TLS-RPT (SMTP TLS Reporting) Record Checker
Fetches a domain's _smtp._tls TXT record to diagnose whether the report destination (rua) for failed TLS connections is configured correctly per RFC 8460. Useful alongside MTA-STS/DANE.
Tips
- TLS-RPT is declared by the receiving domain but consumed by sending mail servers, which use it to know where to send statistics whenever a TLS connection to your domain fails.
- The rua field can list a mailto: address, an https: endpoint, or both, separated by commas, so you can route reports to a mailbox and an automated collector at the same time.
- Reports arrive as JSON (application/tlsrpt+json, often gzip-compressed), so it helps to set up a dedicated parser or mailbox rather than expecting to read them by eye.

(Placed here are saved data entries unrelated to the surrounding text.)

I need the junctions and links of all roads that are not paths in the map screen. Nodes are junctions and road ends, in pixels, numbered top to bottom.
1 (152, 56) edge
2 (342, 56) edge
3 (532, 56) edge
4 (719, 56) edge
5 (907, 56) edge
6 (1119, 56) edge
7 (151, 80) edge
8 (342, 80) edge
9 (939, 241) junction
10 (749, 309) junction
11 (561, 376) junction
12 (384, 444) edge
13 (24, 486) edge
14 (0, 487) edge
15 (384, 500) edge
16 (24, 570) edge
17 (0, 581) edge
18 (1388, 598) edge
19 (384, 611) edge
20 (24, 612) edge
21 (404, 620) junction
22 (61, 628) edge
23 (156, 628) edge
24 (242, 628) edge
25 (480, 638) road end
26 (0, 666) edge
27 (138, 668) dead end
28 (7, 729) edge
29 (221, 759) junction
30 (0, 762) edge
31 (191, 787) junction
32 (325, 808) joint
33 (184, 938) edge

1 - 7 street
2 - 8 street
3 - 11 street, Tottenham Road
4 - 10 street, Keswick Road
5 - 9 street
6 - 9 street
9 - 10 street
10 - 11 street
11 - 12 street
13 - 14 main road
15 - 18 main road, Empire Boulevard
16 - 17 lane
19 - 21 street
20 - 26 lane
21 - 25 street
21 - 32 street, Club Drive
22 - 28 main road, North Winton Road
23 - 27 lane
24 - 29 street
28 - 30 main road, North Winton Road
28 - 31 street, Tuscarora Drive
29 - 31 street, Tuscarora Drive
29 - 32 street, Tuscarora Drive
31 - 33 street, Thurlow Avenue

- Right after rolling out MTA-STS or DANE, keep an eye on TLS-RPT reports for a while to catch any misconfiguration you might have missed.
- Major mail providers such as Google, Microsoft, and Yahoo all send TLS-RPT reports, so domains that exchange a lot of mail with them benefit the most from adopting it.
FAQ
Side Note — The "silent failure" gap that TLS-RPT closed
TLS-RPT (TLS Reporting, RFC 8460) was published in 2018, almost alongside MTA-STS (RFC 8461). The two were developed in the same working group and share a lot in common — both build on a DNS TXT record, and both were jointly pushed forward by Google, Microsoft, Yahoo and others — but they play very different roles. MTA-STS is the enforcement layer that forces TLS; TLS-RPT is the observability layer that reveals what actually happened once you did.
Before TLS-RPT existed, a failed TLS handshake during SMTP delivery was, in most cases, logged only on the sending server and never surfaced to the receiving domain's administrator at all. An expired certificate or a misconfigured MTA-STS policy could silently break mail delivery, and nobody would notice until mail actually stopped arriving — a real operational blind spot.
With TLS-RPT in place, a daily aggregate report is sent to whatever destination you list in rua. The report is structured JSON (application/tlsrpt+json, often gzip-compressed) containing success/failure counts and, for failures, the underlying cause (a certificate mismatch, a failed STARTTLS negotiation, and so on) — built to be ingested by monitoring tooling rather than read by a human.
In practice, TLS-RPT is usually set up together with MTA-STS or DANE. Deploying enforcement alone gives you no way to notice if a misconfiguration is silently blocking legitimate mail; watching TLS-RPT reports lets you roll out enforcement safely.